Using the BCR three-step extraction method proposed by the European Community Bureau of Standards and the improved BCR continuous extraction method proposed by Rauret et al. in parallel with ICP-AES spectroscopy, the occurrence forms of lead, zinc and arsenic associated with skarn-type scheeliteite of a mining company in Jinpingshan, Hubei Province were compared in the fresh tailings, immersed tailings and aged tailings in the tailings reservoir, and the results showed that the unstable morphological contents of lead, zinc and arsenic in the tailings decreased with the extension of the sand placement time. It shows that the tailings reservoir has a certain purification effect on polluting elements.

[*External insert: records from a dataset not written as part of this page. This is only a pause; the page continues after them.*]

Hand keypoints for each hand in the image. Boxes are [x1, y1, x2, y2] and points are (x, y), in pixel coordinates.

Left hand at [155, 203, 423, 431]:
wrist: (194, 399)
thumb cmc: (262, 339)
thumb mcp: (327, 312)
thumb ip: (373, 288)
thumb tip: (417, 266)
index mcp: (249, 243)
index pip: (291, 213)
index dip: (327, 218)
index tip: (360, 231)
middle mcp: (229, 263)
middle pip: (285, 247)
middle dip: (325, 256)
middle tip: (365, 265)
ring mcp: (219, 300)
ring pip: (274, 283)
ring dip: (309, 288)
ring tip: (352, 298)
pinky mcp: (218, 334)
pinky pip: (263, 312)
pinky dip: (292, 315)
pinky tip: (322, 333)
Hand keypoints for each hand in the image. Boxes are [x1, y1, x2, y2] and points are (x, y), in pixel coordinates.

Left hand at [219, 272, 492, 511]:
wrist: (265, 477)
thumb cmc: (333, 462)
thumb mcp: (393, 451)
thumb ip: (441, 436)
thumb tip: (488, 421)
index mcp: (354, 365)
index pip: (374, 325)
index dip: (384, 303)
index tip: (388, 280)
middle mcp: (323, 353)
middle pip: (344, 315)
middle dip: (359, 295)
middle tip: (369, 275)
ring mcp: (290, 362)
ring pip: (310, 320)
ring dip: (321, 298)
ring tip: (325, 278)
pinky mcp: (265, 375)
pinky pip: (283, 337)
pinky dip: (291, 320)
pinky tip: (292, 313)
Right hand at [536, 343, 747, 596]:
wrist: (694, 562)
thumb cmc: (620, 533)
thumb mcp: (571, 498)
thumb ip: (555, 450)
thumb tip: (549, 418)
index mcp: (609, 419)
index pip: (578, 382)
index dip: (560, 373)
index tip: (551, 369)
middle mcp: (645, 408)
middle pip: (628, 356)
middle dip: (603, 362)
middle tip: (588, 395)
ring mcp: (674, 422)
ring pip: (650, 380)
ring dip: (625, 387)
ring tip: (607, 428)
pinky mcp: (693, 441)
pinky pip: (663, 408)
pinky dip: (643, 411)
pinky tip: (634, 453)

These three toxic and harmful elements are high in the exchangeable state of fresh tailings, so a certain degree of pretreatment of mineral processing wastewater in the circulating tank can be considered to reduce the proportion of exchangeable state.

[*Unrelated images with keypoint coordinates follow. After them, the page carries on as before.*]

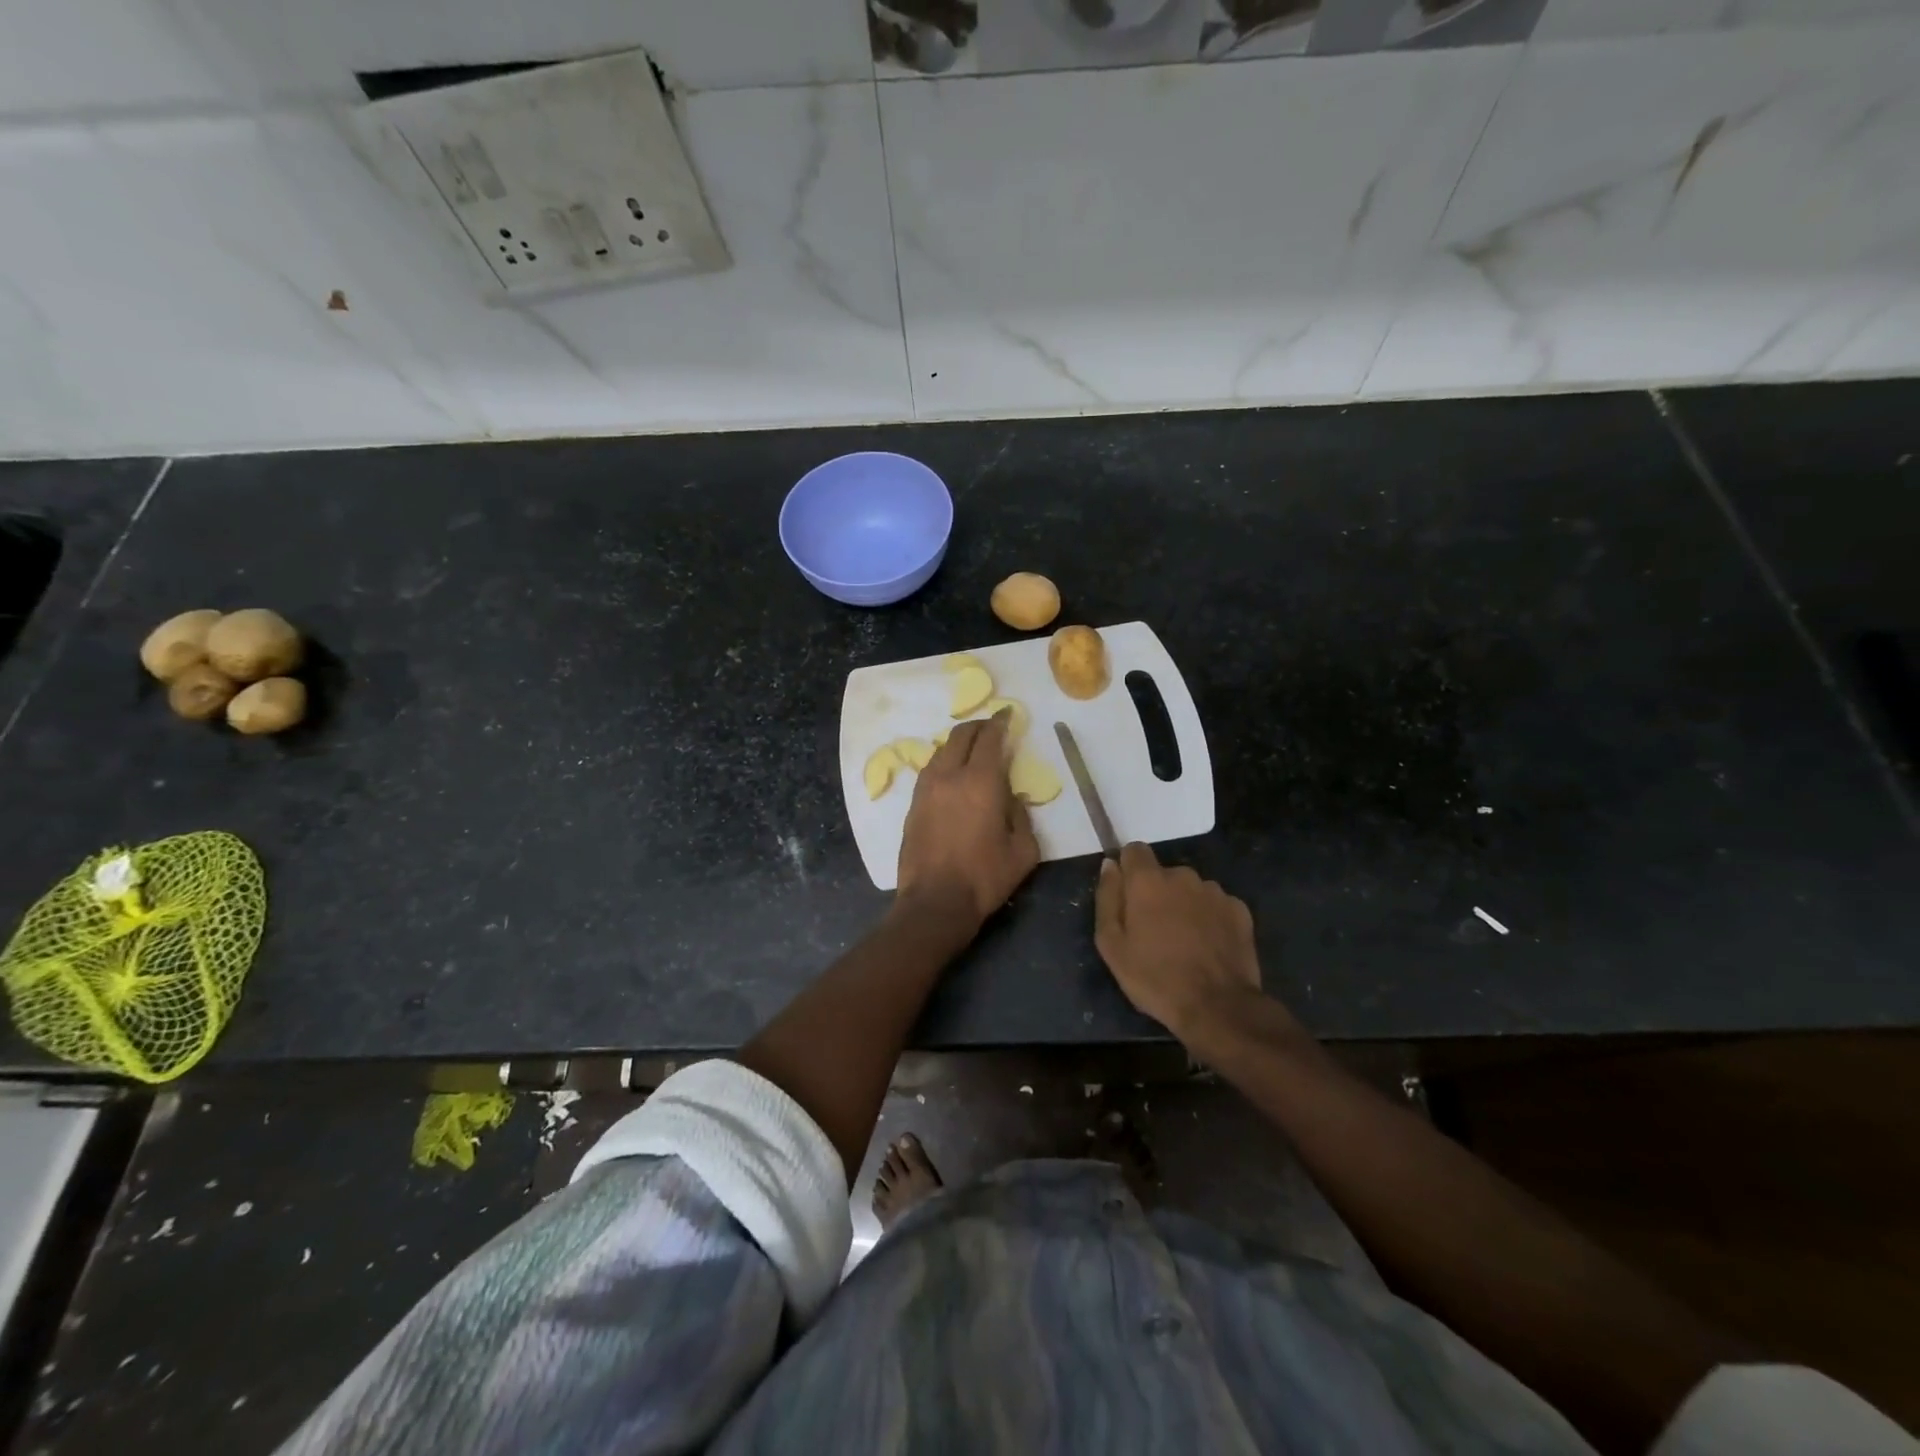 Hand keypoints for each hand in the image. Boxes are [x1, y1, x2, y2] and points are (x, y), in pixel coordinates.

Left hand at [895, 711, 1039, 928]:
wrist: (935, 902)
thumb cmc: (985, 877)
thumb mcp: (1023, 850)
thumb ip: (1021, 815)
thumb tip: (1010, 797)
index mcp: (981, 782)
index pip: (990, 738)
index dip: (1000, 722)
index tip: (1007, 714)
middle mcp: (950, 776)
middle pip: (961, 736)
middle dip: (978, 726)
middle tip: (991, 727)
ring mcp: (926, 789)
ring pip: (942, 751)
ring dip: (958, 743)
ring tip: (970, 748)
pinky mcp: (912, 805)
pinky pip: (930, 770)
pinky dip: (944, 762)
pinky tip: (950, 772)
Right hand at [1094, 842, 1263, 1039]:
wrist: (1217, 1007)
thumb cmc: (1154, 977)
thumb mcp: (1111, 944)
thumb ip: (1107, 898)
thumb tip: (1110, 865)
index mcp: (1148, 881)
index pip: (1134, 850)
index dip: (1128, 869)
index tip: (1127, 896)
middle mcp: (1183, 876)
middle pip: (1163, 874)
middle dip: (1157, 893)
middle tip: (1154, 931)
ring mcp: (1215, 891)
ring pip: (1191, 889)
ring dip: (1184, 905)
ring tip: (1184, 942)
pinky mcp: (1239, 910)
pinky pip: (1216, 905)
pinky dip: (1209, 918)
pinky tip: (1208, 946)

The three toxic and harmful elements in the tailing sand mainly exist in a relatively stable form, and the normal comprehensive utilization conditions are relatively safe for the environment. Among them, the most stable tailings are arsenic, which may be due to the lattice structure of arsenic in the raw ore as arsenic sand that is difficult to release; Lead element with poor stability in tailings can be considered, and it can be considered to reduce its unstable form as much as possible and increase the proportion of residual state by purifying the mineral processing wastewater and prolonging the placement time of tailings in the tailings reservoir, so as to ensure the safety of comprehensive utilization of tailings. In addition, the oxidizable state of zinc in the aged tailings accounted for 40.30%, indicating that most of the zinc in the tailings was deposited in the primary sulfide sphalerite, so the release of zinc under strong oxidation conditions should be prevented during the comprehensive utilization of tailings.